La chemioterapia standard è uno strumento smussato della forza contro cancro - ed è un malato di cancro raro che sfugge agli effetti secondari debilitanti dai trattamenti sistemici che principalmente pregiudicano la divisione delle celle, sia maligne che in buona salute, in tutto l'organismo. I ricercatori all'istituto del dollaro ed altrove ora indicano che la chemioterapia avvia una risposta pro-infiammatoria di sforzo definita senescenza cellulare, promuovente gli effetti contrari della chemioterapia come pure ricaduta e metastasi del cancro. L'eliminazione delle celle senescenti in mouse ha impedito gli effetti secondari e la ricaduta. La ricerca è pubblicata nella scoperta del Cancro.

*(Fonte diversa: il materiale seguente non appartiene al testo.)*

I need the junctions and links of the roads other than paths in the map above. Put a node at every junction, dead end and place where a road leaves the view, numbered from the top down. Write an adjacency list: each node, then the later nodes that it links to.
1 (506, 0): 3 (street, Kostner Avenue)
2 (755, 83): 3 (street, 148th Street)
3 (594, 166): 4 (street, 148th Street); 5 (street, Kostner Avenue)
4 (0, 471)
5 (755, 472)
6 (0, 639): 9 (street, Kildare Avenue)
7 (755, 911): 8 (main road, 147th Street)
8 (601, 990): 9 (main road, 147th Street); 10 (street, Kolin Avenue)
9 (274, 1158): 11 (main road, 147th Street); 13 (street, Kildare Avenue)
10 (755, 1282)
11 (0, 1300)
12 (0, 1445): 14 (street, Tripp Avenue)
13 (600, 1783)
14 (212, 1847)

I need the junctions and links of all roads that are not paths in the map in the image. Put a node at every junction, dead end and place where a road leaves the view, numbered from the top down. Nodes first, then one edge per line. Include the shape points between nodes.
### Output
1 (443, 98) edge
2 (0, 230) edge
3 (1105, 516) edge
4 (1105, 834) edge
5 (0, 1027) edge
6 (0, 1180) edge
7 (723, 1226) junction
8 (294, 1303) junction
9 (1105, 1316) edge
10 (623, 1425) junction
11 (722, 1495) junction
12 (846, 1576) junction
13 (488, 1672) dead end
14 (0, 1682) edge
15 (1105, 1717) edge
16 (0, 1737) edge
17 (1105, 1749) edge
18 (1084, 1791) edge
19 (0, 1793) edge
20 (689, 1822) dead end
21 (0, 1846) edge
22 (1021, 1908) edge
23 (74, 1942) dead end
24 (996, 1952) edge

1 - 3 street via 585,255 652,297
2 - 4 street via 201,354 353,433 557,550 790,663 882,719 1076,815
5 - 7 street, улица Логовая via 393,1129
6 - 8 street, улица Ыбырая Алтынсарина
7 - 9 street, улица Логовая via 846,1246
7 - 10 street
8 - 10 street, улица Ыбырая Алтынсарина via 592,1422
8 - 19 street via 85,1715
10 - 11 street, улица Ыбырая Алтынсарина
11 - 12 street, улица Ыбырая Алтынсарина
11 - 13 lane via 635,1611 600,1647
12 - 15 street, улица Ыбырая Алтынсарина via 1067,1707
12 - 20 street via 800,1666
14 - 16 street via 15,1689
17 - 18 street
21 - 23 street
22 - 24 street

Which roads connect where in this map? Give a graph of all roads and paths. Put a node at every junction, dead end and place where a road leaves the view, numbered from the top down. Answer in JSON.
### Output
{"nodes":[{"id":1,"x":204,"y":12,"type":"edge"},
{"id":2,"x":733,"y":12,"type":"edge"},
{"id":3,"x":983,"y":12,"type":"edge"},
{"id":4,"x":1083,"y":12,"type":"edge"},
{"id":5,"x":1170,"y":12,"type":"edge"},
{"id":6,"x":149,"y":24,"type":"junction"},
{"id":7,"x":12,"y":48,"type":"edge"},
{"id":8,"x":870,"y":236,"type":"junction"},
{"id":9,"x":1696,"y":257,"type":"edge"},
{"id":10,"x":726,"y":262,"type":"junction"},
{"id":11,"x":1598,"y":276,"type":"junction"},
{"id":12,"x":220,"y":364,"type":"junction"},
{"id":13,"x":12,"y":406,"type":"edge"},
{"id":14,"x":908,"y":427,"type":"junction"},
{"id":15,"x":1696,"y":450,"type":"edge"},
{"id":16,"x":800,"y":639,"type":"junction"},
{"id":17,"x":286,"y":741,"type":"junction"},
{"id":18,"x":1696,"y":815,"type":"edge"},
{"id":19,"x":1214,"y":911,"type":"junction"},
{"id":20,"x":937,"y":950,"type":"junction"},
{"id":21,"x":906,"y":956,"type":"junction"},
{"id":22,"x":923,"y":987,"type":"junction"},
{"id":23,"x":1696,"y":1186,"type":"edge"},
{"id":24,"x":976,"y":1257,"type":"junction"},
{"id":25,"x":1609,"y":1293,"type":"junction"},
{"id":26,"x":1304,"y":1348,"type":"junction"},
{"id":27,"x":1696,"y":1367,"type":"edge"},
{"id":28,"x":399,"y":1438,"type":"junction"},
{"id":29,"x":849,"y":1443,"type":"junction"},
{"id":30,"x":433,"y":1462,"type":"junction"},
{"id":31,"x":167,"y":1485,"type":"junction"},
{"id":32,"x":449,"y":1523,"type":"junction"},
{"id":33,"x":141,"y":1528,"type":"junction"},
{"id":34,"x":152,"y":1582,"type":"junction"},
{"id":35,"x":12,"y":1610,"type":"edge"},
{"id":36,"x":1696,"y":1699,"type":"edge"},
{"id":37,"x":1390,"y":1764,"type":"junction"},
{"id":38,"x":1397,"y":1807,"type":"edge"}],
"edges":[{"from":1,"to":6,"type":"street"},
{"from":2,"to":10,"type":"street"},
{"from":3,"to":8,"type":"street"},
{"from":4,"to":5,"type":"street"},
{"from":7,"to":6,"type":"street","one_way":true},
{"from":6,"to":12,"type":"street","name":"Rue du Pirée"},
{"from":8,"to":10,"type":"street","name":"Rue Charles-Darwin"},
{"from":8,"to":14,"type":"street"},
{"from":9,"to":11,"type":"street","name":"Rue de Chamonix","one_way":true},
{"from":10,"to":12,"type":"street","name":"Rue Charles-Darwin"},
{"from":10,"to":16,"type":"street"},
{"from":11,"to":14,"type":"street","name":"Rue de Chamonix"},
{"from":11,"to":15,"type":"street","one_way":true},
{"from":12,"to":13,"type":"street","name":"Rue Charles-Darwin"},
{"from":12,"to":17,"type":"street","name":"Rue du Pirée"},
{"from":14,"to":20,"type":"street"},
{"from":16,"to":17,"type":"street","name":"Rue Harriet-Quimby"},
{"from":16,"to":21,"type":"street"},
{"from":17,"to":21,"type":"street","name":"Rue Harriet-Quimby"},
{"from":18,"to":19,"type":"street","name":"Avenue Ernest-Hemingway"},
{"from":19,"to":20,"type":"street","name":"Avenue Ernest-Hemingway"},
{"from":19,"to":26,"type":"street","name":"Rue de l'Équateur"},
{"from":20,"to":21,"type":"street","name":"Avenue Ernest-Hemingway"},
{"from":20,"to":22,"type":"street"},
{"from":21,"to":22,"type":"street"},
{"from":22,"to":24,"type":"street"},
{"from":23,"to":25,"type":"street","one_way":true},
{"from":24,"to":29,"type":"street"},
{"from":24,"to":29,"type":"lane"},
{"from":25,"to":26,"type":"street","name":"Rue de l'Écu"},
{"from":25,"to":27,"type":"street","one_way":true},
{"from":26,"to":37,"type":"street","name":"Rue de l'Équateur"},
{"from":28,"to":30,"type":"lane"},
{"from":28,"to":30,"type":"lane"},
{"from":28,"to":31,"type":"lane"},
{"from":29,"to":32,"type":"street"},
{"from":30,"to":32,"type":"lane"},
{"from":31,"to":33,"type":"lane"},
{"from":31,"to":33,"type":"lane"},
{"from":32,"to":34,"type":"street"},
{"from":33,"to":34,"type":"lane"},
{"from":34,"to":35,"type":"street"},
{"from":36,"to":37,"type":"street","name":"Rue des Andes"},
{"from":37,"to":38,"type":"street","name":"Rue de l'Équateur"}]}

“Mentre la chemioterapia salva le vite, viene spesso con un prezzo molto elevato,„ ha detto la facoltà di Judith Campisi, di PhD, del dollaro e lo scienziato senior sullo studio. “Il nostro lavoro in mouse ha studiato gli effetti della chemioterapia sulla ricaduta del cancro e su altri effetti secondari seri. Fornisce un prova-de-principio che speriamo possiamo essere tradotti in pratica clinica.„

L'ultimo lavoro di Campisi evidenzia la natura a due facce della senescenza cellulare. È un meccanismo biologico che mette una rottura su cancro permanentemente fermando le celle sollecitate dalla divisione, ma egualmente contribuisce ai cancri di tardi-vita ed invecchiare. Quello è perché le celle senescenti non sono benigne - secernono le molecole infiammatorie che danneggiano i tessuti e le celle vicini. “La chemioterapia induce la senescenza diffusa, contribuendo al locale persistente ed all'infiammazione sistematica,„ Campisi ha detto. “Ecco perché molti pazienti si sentono così terribili dopo il trattamento.„

La ricerca, piombo da Marco Demaria, PhD, un precedente postdoc nel laboratorio di Campisi, mouse transgenici utilizzati che permettono di tenere la carreggiata ed eliminare le celle senescenti. I risultati hanno mostrato che quello eliminare dalle le celle senescenti indotte da chemioterapia ha ridotto parecchi effetti a breve e a lungo termine del trattamento, compresi soppressione di midollo osseo, la tossicità al cuore, la ricorrenza e la metastasi del cancro e l'attività fisica e la resistenza. La chemioterapia comune droga la doxorubicina, Paclitaxel, Temozolomide e Cisplatin è stato usato per trattare i mouse.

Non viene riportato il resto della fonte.